▶ [RECORDS TO USE]:
++++++++

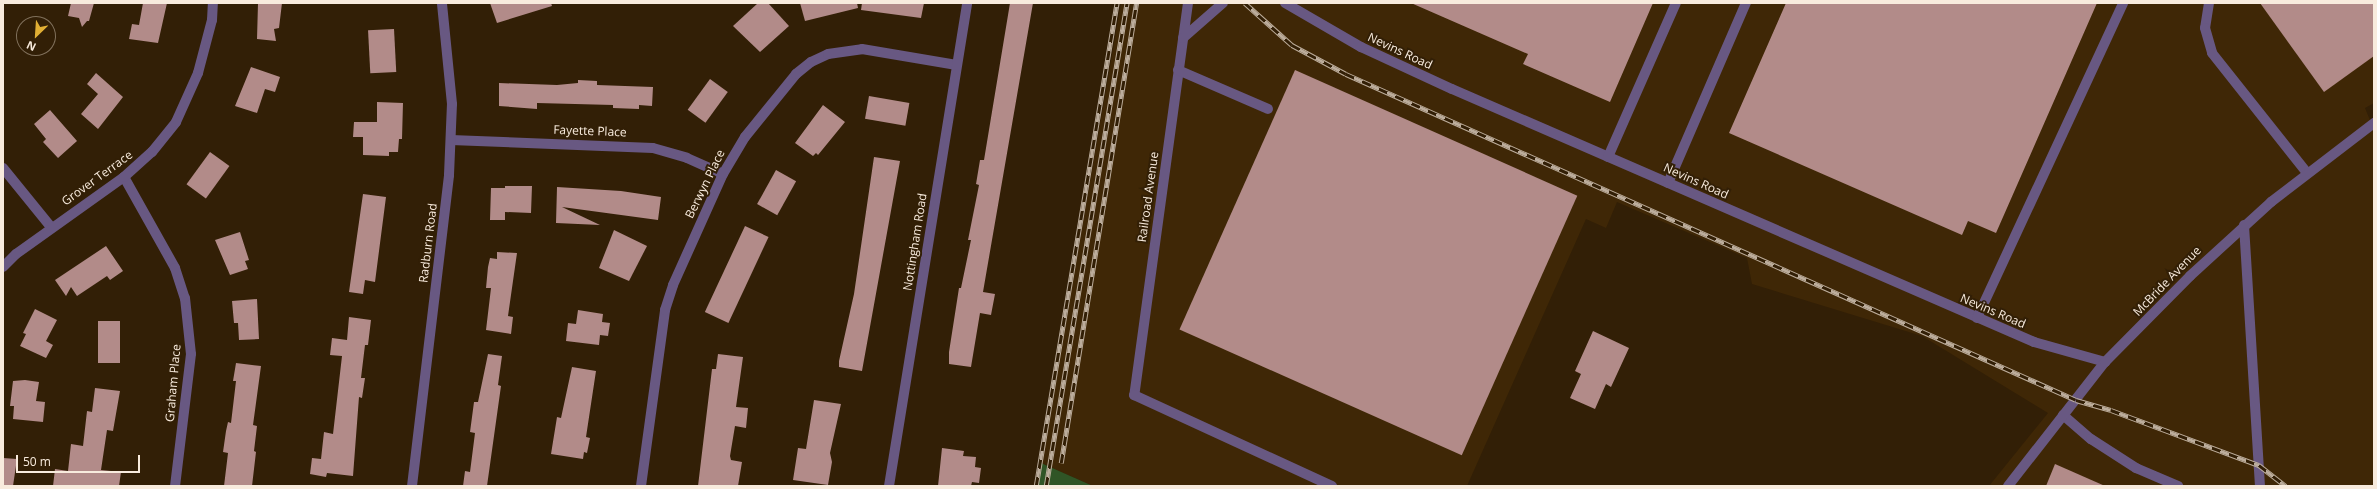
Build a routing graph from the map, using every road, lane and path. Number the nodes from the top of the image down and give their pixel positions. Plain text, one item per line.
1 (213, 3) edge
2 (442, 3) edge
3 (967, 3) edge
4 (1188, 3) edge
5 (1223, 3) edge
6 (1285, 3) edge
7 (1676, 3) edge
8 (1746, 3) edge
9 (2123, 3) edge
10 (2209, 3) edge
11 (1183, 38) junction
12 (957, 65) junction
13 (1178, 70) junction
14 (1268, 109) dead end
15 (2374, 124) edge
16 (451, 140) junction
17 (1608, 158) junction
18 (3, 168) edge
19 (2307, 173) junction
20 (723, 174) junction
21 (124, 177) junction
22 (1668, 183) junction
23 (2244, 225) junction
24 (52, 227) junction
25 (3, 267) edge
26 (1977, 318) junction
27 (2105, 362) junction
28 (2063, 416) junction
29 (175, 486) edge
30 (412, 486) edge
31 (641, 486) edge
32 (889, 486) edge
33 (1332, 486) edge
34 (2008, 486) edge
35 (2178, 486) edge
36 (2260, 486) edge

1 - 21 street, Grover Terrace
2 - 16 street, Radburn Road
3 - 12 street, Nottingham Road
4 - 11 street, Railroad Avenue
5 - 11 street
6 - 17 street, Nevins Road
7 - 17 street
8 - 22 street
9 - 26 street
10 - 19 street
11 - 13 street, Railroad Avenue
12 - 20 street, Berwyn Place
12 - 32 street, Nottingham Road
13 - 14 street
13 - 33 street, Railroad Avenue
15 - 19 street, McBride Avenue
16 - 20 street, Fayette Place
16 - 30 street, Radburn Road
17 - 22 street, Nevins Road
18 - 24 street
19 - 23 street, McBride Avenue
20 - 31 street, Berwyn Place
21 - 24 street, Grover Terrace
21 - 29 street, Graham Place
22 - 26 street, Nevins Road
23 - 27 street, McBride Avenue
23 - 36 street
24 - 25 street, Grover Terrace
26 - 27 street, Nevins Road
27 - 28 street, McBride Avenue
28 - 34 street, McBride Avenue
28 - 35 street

++++++++

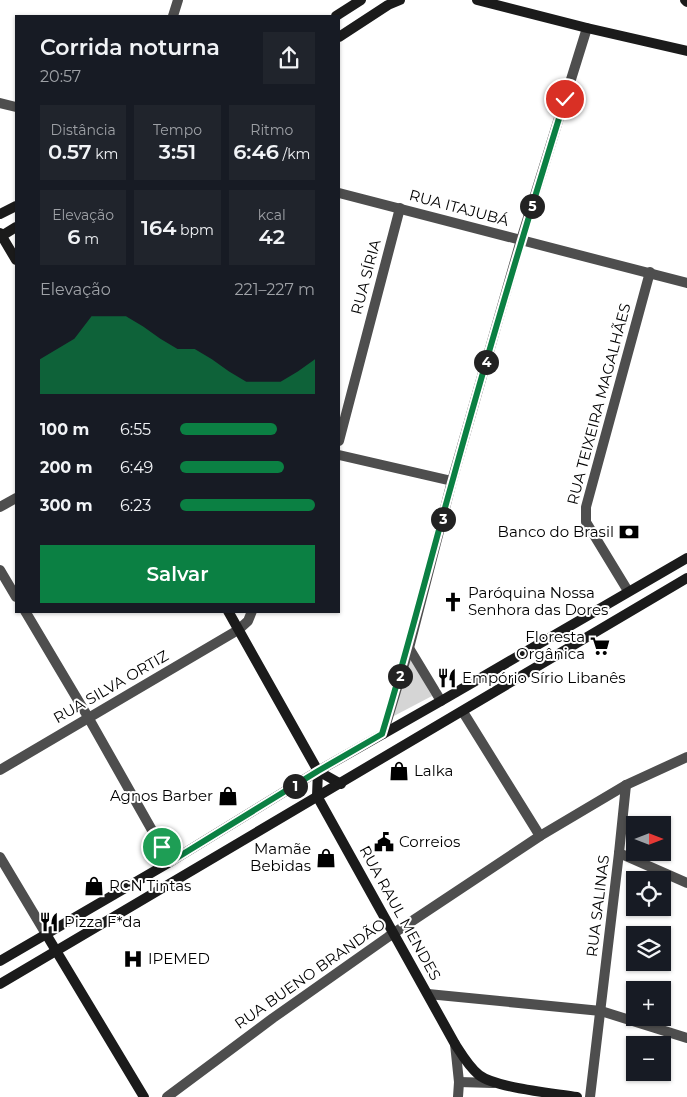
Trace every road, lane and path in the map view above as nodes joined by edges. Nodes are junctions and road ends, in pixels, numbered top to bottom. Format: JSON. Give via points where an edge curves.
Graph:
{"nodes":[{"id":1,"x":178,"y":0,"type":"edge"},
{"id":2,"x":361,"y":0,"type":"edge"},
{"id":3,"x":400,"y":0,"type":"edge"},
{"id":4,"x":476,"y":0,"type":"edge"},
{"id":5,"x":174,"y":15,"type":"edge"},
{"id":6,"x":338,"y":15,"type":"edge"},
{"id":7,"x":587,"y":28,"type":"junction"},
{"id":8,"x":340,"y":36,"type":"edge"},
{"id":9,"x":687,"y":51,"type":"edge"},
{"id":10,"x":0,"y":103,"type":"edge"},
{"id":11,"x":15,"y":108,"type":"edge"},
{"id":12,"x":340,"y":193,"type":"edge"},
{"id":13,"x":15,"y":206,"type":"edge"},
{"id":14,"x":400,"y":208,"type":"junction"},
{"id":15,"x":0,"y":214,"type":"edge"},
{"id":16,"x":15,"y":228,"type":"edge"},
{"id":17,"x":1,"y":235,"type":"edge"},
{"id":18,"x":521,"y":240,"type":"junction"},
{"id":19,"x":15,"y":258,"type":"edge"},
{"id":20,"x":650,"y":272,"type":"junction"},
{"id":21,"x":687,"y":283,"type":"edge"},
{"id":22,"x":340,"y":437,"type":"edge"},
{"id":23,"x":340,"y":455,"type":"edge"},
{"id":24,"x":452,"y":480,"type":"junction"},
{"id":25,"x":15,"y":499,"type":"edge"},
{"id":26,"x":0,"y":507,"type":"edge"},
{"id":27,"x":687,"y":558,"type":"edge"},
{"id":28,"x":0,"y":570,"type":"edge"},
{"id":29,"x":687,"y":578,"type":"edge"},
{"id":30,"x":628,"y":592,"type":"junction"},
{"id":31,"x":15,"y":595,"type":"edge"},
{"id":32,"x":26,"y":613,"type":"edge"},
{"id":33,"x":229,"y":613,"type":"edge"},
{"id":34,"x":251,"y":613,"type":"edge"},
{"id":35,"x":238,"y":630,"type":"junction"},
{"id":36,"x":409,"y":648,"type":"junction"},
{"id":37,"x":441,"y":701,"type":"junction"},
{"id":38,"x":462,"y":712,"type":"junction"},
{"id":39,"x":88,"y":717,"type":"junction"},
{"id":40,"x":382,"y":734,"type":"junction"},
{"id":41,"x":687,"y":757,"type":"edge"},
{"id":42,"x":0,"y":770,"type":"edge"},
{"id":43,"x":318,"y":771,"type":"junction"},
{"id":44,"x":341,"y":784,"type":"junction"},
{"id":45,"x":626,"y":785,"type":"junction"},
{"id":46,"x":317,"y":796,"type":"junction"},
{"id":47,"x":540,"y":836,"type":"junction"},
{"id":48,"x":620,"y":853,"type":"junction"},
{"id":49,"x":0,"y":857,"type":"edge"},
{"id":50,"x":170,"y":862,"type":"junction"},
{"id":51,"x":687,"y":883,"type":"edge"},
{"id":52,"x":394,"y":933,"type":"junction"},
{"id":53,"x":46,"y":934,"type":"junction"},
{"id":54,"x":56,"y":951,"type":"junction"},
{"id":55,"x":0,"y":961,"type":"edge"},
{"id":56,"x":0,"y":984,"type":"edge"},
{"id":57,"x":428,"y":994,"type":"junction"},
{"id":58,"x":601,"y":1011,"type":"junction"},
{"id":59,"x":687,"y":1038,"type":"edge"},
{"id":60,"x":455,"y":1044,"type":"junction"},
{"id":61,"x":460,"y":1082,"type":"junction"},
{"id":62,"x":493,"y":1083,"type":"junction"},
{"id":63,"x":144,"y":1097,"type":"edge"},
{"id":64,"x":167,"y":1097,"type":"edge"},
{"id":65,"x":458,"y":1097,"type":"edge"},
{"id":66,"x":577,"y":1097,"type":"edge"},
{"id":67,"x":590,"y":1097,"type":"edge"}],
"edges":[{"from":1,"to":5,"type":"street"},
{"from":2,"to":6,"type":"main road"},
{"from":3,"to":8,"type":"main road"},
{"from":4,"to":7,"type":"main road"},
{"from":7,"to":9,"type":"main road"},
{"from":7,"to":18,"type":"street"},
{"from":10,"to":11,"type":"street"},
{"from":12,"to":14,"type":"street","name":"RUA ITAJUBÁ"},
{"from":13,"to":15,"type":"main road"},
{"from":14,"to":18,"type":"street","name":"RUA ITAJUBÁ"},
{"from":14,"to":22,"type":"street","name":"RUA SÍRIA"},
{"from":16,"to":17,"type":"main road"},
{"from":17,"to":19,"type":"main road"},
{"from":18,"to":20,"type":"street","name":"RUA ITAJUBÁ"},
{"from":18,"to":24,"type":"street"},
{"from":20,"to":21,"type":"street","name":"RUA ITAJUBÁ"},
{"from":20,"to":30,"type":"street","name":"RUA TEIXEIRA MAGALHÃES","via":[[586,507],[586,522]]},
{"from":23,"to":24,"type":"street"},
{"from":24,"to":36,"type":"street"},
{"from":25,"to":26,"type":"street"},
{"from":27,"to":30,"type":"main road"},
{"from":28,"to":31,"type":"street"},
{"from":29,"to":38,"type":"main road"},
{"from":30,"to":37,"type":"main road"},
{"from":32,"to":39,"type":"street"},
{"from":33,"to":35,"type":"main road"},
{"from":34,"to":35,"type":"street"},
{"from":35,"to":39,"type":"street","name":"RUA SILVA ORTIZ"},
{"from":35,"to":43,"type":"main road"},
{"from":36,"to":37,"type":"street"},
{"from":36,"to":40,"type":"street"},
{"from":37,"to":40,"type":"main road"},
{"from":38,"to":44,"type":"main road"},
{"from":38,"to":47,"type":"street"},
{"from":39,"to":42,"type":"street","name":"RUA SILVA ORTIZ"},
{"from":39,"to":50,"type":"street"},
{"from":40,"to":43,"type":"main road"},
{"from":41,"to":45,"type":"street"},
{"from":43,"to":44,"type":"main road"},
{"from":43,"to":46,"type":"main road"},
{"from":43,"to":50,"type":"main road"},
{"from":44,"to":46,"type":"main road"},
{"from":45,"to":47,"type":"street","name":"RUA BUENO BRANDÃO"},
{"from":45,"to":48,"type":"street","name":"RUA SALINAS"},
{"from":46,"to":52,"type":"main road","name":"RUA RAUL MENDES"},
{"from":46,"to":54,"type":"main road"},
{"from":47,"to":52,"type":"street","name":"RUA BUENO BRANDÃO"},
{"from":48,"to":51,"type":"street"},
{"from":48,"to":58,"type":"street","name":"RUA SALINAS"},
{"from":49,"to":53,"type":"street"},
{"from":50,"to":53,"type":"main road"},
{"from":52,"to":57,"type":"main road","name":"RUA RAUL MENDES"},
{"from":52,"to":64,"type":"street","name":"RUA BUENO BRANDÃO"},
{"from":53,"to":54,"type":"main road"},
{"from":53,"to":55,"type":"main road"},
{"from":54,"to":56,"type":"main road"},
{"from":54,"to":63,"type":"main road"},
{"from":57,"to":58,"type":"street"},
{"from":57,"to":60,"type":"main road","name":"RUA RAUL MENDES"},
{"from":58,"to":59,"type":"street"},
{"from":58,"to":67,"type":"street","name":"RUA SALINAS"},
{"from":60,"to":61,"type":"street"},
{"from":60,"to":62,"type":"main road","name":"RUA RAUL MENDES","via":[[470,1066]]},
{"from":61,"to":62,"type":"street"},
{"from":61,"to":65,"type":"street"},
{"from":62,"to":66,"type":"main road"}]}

++++++++

Filter the entries above down to the lines containing the word "every".

▶ [RESPONSE AREA]:
Build a routing graph from the map, using every road, lane and path. Number the nodes from the top of the image down and give their pixel positions. Plain text, one item per line.
Trace every road, lane and path in the map view above as nodes joined by edges. Nodes are junctions and road ends, in pixels, numbered top to bottom. Format: JSON. Give via points where an edge curves.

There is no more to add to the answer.